O Changes in the Third World threat.

The primary responsibility for maintaining deterrence of an intentional, massive Soviet strategic offensive strike against the United States and its allies will remain with U.S. strategic offensive forces for the remainder of the century. The purpose of GPALS is to provide protection against limited ballistic missile strikes.

Mr. Andrews:

The budget that the Administration has provided, despite talk of cutbacks, is still over eighty percent larger than the combined budgets of our fifteen NATO allies. Is it your view that our allies are paying their fair share of their defense responsibility? What steps have been taken as part of our defense budget process to assure that the defense burden is shouldered fairly by our allies? If our allies are unwilling to invest adequately in their own defense, must we continue to do the job for them? Answer:

The outlines of the burdensharing issue in NATO began to alter significantly in 1990, and are now in transition. The political and military changes which have occurred in Europe since 1989, and the corresponding reduction in the threat posed to NATO by the now-deteriorating Warsaw Pact, have changed the burdensharing equation as previously defined within NATO and created new opportunities to rationalize the distribution of roles, risks, and responsibilities with the Alliance.

Overall, the changes now underway in Europe and the response of Alliance nations to the crisis in the Persian Gulf are casting a new light on the burdensharing issue. Allied contributions should be measured in terms of their contribution to overall security and stability, as well as in terms of funds allocated to military forces and other defense functions.

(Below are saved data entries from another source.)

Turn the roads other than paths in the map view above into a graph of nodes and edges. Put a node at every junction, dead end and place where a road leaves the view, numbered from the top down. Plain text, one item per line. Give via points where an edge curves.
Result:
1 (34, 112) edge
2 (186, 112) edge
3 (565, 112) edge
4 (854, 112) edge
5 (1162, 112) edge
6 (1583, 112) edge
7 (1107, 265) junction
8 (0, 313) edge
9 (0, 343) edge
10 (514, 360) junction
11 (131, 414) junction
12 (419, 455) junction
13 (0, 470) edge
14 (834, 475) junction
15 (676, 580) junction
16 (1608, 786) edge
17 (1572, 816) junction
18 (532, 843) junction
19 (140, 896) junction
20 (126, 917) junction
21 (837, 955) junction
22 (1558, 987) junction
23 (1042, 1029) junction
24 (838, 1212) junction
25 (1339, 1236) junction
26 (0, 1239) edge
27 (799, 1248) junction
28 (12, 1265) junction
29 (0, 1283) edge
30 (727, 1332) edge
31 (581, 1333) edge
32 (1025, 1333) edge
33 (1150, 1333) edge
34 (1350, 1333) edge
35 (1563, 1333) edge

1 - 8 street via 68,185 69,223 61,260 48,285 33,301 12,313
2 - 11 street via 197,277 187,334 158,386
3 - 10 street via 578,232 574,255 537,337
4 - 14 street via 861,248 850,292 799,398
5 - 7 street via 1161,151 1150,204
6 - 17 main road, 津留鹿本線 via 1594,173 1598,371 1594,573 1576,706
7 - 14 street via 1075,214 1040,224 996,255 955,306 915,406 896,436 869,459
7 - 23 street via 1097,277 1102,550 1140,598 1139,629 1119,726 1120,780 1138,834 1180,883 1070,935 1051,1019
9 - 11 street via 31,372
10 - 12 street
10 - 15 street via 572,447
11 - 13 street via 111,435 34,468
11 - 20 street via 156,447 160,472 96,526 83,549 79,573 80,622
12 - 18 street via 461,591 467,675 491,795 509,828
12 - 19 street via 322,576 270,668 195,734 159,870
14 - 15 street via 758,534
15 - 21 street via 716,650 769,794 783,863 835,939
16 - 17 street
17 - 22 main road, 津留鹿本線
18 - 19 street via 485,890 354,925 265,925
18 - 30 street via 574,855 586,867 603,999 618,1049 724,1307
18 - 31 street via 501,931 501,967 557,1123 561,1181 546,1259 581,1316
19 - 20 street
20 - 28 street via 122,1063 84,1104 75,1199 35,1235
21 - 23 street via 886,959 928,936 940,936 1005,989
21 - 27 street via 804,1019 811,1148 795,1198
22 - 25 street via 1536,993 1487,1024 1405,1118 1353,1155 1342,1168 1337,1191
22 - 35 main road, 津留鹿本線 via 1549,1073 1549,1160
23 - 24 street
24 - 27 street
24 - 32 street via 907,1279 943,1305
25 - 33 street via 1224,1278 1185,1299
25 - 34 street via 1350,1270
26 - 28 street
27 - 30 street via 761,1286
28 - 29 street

The Administration has aggressively pressed the allies since August 1990 to provide not only cash but all other types of defense support and equipment needed to pursue our objectives in the Persian Gulf. The Western allies have already made major contributions toward their fair share of their defense contributions in support of both Desert Storm and Desert Shield. We are pleased with their responses. Significant pledges have been made and actual contributions are in process. We will continue to keep Congress informed, as the budget process develops, on the specifics and extent to which our allies are shouldering their fair share of the defense burden. We will also continue to emphasize to all of our allies that we expect them to do more even though we acknowledge the extend of their present participation. It simply is not true that allies are unwilling to invest adequately in their own defenses. The coalition of our allies is working both in NATO, in the Pacific, and in the Persian Gulf.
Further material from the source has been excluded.